Speaking of Jurassic Park, scientists, perhaps inspired by a scene from that film, compared the fossil remains of ancient glyptodons, to our modern armadillos. In 2016, two geneticists analyzed the ancient DNA of a glyptodon, comparing it with that of modern armadillos and found evidence that they are directly related. Why the original was so large or why its descendants became miniaturized is an unsolved mystery.
In Texas, the nine-banded armadillo is the most common, and down in South America they have what we now call “giant armadillos.” But they’re only six feet long if you include the tail, and weigh 70 pounds. Still, if I saw one of those around here, I think I would go the other way.

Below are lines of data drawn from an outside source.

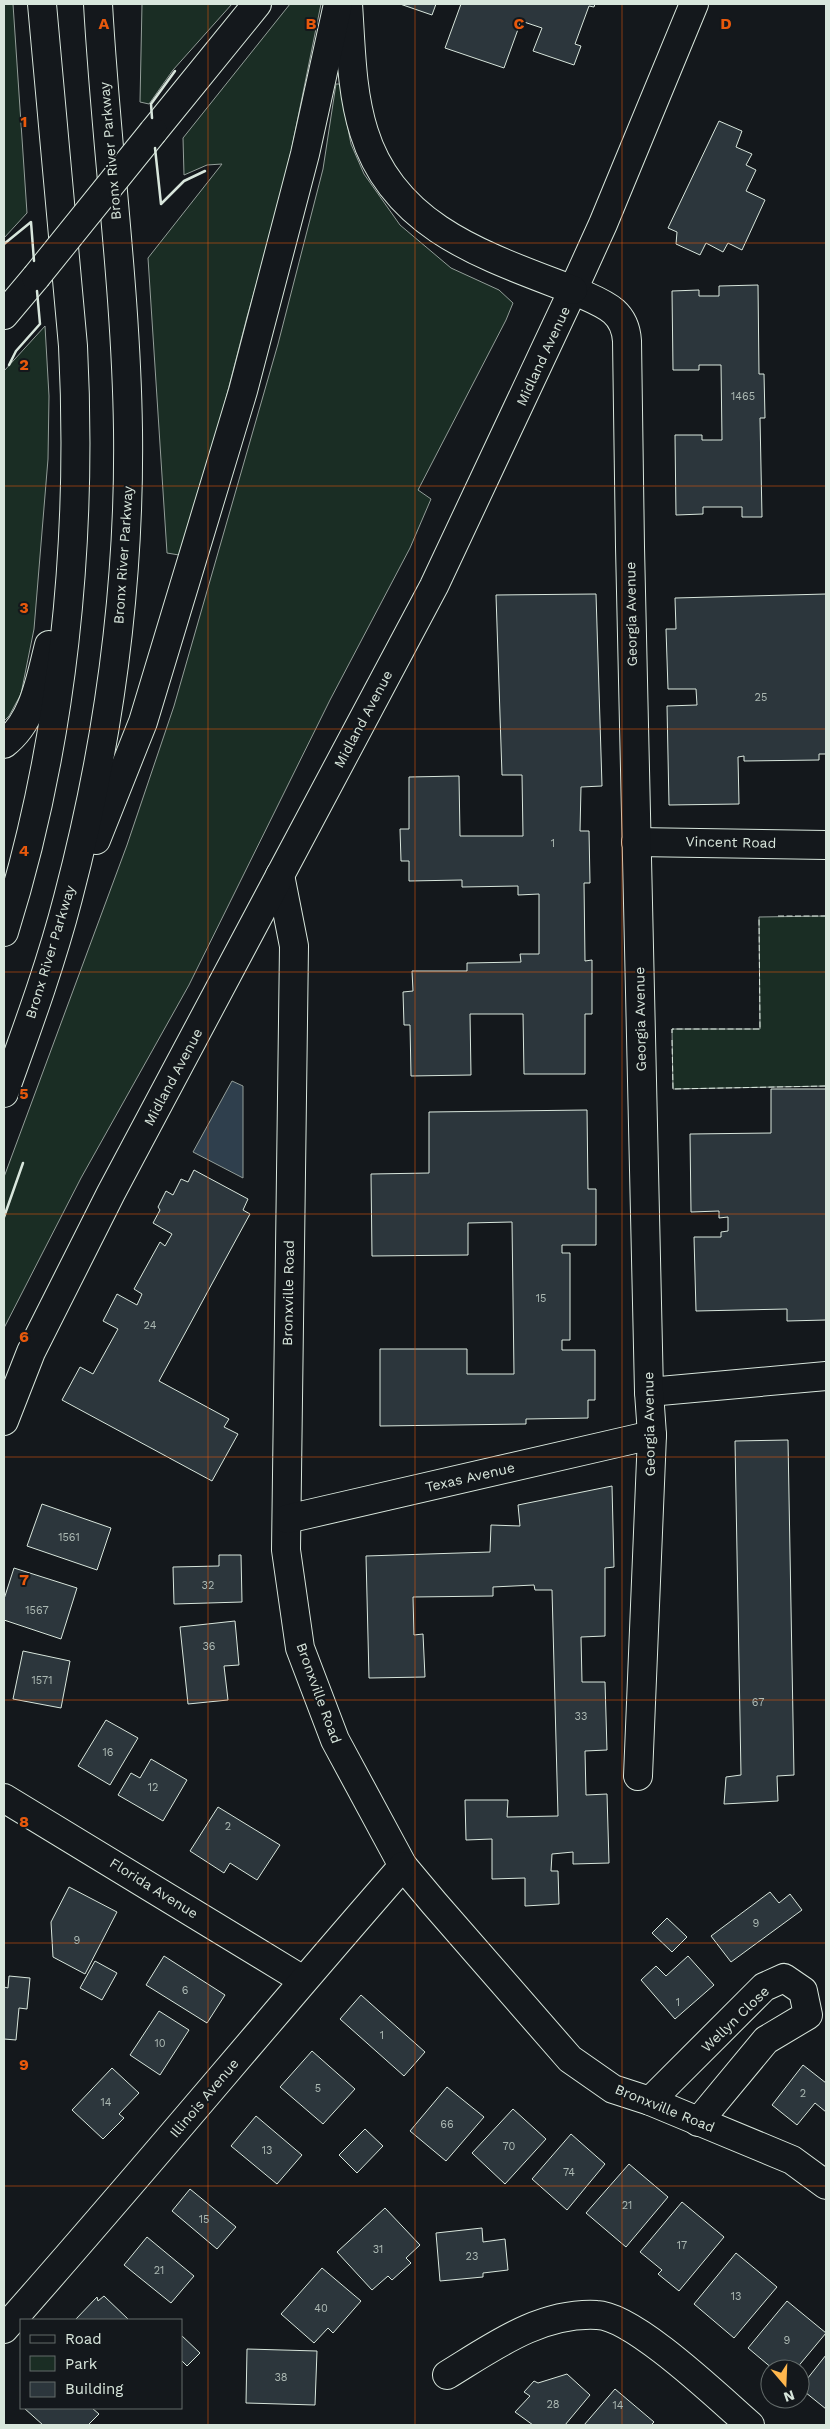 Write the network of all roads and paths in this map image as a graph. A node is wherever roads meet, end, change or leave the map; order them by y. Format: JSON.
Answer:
{"nodes":[{"id":1,"x":42,"y":4,"type":"edge"},
{"id":2,"x":257,"y":4,"type":"edge"},
{"id":3,"x":338,"y":4,"type":"edge"},
{"id":4,"x":348,"y":4,"type":"edge"},
{"id":5,"x":694,"y":4,"type":"edge"},
{"id":6,"x":99,"y":9,"type":"edge"},
{"id":7,"x":573,"y":290,"type":"junction"},
{"id":8,"x":4,"y":314,"type":"edge"},
{"id":9,"x":72,"y":557,"type":"junction"},
{"id":10,"x":4,"y":744,"type":"edge"},
{"id":11,"x":636,"y":842,"type":"junction"},
{"id":12,"x":826,"y":845,"type":"edge"},
{"id":13,"x":280,"y":874,"type":"junction"},
{"id":14,"x":4,"y":932,"type":"edge"},
{"id":15,"x":54,"y":948,"type":"junction"},
{"id":16,"x":4,"y":1093,"type":"edge"},
{"id":17,"x":826,"y":1376,"type":"edge"},
{"id":18,"x":649,"y":1392,"type":"junction"},
{"id":19,"x":4,"y":1421,"type":"edge"},
{"id":20,"x":652,"y":1435,"type":"junction"},
{"id":21,"x":287,"y":1519,"type":"junction"},
{"id":22,"x":638,"y":1776,"type":"dead end"},
{"id":23,"x":4,"y":1798,"type":"edge"},
{"id":24,"x":403,"y":1866,"type":"junction"},
{"id":25,"x":303,"y":1980,"type":"junction"},
{"id":26,"x":650,"y":2101,"type":"junction"},
{"id":27,"x":698,"y":2122,"type":"junction"},
{"id":28,"x":826,"y":2185,"type":"edge"},
{"id":29,"x":4,"y":2329,"type":"edge"},
{"id":30,"x":447,"y":2375,"type":"dead end"},
{"id":31,"x":750,"y":2425,"type":"edge"}],
"edges":[{"from":1,"to":9,"type":"main road"},
{"from":2,"to":8,"type":"main road","bridge":true},
{"from":3,"to":15,"type":"main road"},
{"from":4,"to":7,"type":"main road","name":"Georgia Avenue"},
{"from":5,"to":7,"type":"main road","name":"Midland Avenue"},
{"from":6,"to":15,"type":"main road","name":"Bronx River Parkway"},
{"from":7,"to":11,"type":"main road","name":"Georgia Avenue"},
{"from":7,"to":13,"type":"main road","name":"Midland Avenue"},
{"from":9,"to":10,"type":"main road"},
{"from":9,"to":14,"type":"main road"},
{"from":11,"to":12,"type":"main road","name":"Vincent Road"},
{"from":11,"to":18,"type":"main road","name":"Georgia Avenue"},
{"from":13,"to":19,"type":"main road","name":"Midland Avenue"},
{"from":13,"to":21,"type":"main road","name":"Bronxville Road"},
{"from":15,"to":16,"type":"main road","name":"Bronx River Parkway"},
{"from":17,"to":18,"type":"main road"},
{"from":18,"to":20,"type":"main road","name":"Georgia Avenue"},
{"from":20,"to":21,"type":"main road","name":"Texas Avenue"},
{"from":20,"to":22,"type":"main road","name":"Georgia Avenue"},
{"from":21,"to":24,"type":"main road","name":"Bronxville Road"},
{"from":23,"to":25,"type":"main road","name":"Florida Avenue"},
{"from":24,"to":25,"type":"main road","name":"Illinois Avenue"},
{"from":24,"to":26,"type":"main road","name":"Bronxville Road"},
{"from":25,"to":29,"type":"main road","name":"Illinois Avenue"},
{"from":26,"to":27,"type":"main road","name":"Bronxville Road"},
{"from":26,"to":27,"type":"main road","name":"Wellyn Close"},
{"from":27,"to":28,"type":"main road","name":"Bronxville Road"},
{"from":30,"to":31,"type":"main road"}]}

At the other end of the scale is the fairy armadillo, also from South America. It is only about four inches long and pink. You could hold it in the palm of your hand. Though our Texas armadillo can’t roll into a perfect ball, like the Brazilian three-banded one, it does have this special ability: the females give birth to four identical quadruplets every time, producing as many as 16 pups in a lifetime. Bet they’re glad they don’t have to send them all to college.
The Texas armadillo – the nine-banded one – has certainly worked its way into iconic status here. There are armadillo t-shirts, tattoos galore, armadillo lamps (no armadillos hurt in the making of the lamps), armadillo campers and trailers and armadillo restaurants that don’t serve armadillo. However, during the Great Depression, an era many blamed on President Herbert Hoover, food was scarce, and many people in Texas hunted and ate armadillos, calling them “poor man’s pork” or “Hoover hogs.” Later on, people blamed leprosy in Texas on armadillo meat.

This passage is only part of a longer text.